Massive sandstorm suffocates Beijing
It is the worst in the last 10 years. A surge in pollution indicators. Government reforestation projects fail to solve the problem. The country produces 28% of the world's carbon dioxide emissions. Xi Jinping: "decarbonization" by 2060.
Beijing (AsiaNews / Agencies) - The biggest sandstorm in the last 10 years has hit Beijing and the neighbouring provinces, making the air unbreathable and causing pollution indicators to soar.
The Meteorological Administration has announced the alert for 11 western and northern provinces in addition to the capital. The authorities urged the population to stay indoors and wear protective gear.
In March and April winds blow from the Gobi Desert which cover a large part of the country with a thick yellowish blanket. This morning the concentrations of PM10 polluting dusts reached the threshold of 500 micrograms per cubic meter: in some districts the level has reached 8 thousand. The World Health Organization (WHO) recommends a daily limit of 50 micrograms.
The capital's environmental monitoring centre also recorded very high levels of PM2.5 dust, which is especially harmful to the lungs.
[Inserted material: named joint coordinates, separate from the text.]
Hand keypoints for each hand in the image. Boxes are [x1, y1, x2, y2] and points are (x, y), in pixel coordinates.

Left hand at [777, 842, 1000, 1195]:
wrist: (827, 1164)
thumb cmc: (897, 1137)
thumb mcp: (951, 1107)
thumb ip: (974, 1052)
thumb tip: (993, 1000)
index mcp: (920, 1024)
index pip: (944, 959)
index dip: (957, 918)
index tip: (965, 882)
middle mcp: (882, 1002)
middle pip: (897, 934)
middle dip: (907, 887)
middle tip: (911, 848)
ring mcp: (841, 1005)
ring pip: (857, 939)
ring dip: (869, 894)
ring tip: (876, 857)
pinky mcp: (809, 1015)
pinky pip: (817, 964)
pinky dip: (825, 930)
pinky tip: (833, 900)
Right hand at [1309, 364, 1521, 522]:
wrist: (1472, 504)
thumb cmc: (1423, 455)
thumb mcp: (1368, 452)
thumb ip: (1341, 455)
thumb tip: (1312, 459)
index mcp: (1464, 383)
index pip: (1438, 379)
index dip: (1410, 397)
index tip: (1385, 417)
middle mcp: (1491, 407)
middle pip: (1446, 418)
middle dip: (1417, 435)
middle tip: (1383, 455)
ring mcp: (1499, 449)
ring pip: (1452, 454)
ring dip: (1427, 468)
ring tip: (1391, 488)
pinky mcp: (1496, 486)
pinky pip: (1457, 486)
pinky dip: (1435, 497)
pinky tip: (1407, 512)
The figure of 732 micrograms dramatically exceeds the limit recommended by the Chinese health authorities (35 micrograms per cubic meter) and by the WHO (25 micrograms).
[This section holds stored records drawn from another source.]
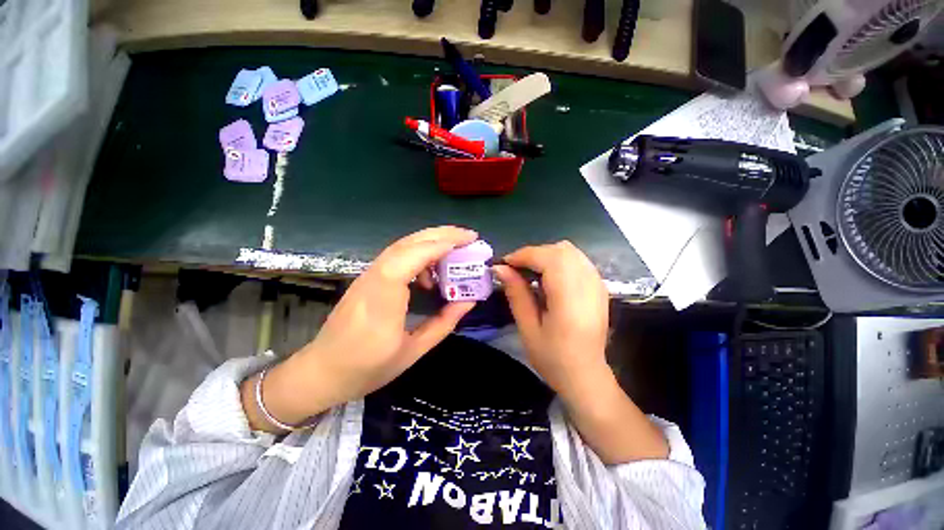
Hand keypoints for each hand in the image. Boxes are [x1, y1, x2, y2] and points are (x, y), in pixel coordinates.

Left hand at [242, 227, 477, 431]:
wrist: (322, 371)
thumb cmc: (368, 368)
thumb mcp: (413, 352)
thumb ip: (444, 323)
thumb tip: (468, 301)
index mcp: (383, 301)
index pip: (409, 258)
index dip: (439, 246)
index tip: (467, 243)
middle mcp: (373, 279)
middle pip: (407, 243)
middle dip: (441, 234)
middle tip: (469, 236)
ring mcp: (367, 275)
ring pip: (402, 246)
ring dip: (431, 241)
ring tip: (455, 249)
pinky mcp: (368, 277)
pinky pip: (396, 256)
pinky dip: (419, 254)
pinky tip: (430, 272)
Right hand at [492, 241, 609, 399]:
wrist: (586, 376)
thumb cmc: (553, 358)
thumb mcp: (528, 328)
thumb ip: (516, 294)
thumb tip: (499, 268)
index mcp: (570, 298)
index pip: (548, 258)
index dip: (523, 255)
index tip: (504, 264)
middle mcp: (589, 284)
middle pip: (560, 250)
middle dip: (534, 254)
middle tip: (516, 271)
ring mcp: (598, 283)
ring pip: (570, 251)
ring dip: (546, 256)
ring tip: (530, 274)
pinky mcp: (599, 286)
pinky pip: (577, 260)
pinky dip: (558, 261)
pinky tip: (548, 279)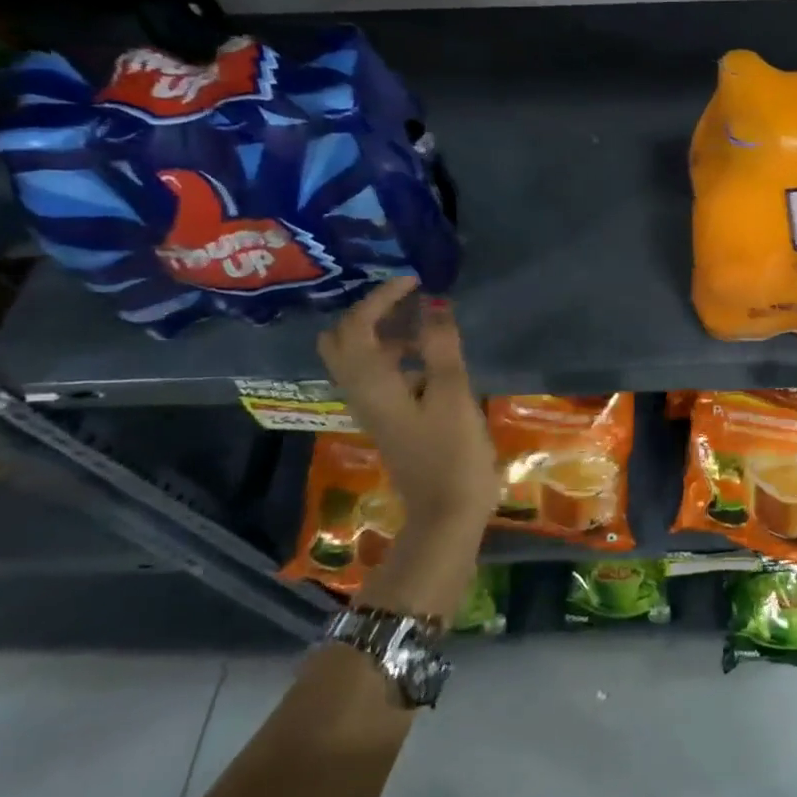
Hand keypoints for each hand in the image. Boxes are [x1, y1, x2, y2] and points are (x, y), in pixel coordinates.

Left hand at [316, 277, 498, 615]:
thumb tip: (433, 302)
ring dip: (384, 332)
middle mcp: (361, 393)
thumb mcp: (454, 395)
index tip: (415, 281)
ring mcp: (373, 409)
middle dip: (369, 312)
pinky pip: (378, 374)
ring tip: (427, 323)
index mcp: (372, 384)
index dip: (381, 297)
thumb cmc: (453, 454)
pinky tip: (431, 358)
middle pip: (342, 341)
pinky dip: (395, 354)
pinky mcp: (388, 420)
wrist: (447, 514)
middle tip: (407, 300)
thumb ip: (441, 347)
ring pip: (359, 358)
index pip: (357, 326)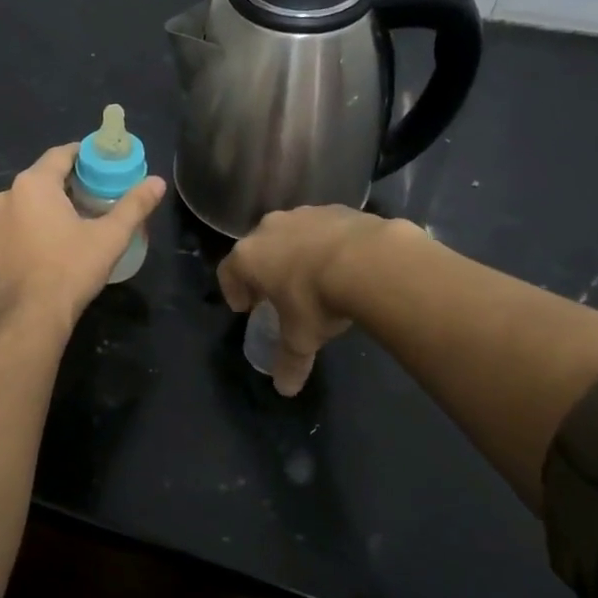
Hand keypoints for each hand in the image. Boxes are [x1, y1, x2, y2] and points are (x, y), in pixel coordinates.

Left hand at [0, 145, 165, 336]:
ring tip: (75, 220)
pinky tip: (51, 242)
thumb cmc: (70, 270)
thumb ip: (134, 205)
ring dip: (48, 205)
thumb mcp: (109, 237)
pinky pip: (15, 224)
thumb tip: (158, 182)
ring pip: (26, 202)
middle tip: (96, 194)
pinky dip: (32, 224)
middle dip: (68, 182)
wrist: (29, 319)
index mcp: (32, 184)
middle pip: (42, 177)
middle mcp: (6, 196)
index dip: (84, 155)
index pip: (60, 154)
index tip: (103, 164)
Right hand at [218, 206, 409, 395]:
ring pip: (290, 234)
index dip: (233, 290)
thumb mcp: (301, 337)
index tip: (245, 308)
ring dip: (295, 253)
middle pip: (257, 248)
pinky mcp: (336, 208)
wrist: (369, 261)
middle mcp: (269, 228)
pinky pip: (323, 228)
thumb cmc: (317, 300)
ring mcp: (303, 214)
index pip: (228, 271)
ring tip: (314, 277)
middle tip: (277, 293)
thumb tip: (284, 389)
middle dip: (264, 270)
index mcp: (249, 256)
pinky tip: (344, 263)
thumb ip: (289, 361)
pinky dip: (326, 243)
The seasonal sands that reach Beijing from the Gobi district amplify the pollution problems of the capital, already surrounded by a dense ring of industrial areas. To stop seasonal storms, the government has been launching reforestation projects for years, but these do not seem to be achieving results.
Last week, coinciding with the annual session of the National People's Assembly, a thick layer of smog had covered the capital. The country produces 28% of the world's carbon dioxide emissions. President Xi Jinping has promised that they will be reset by 2060.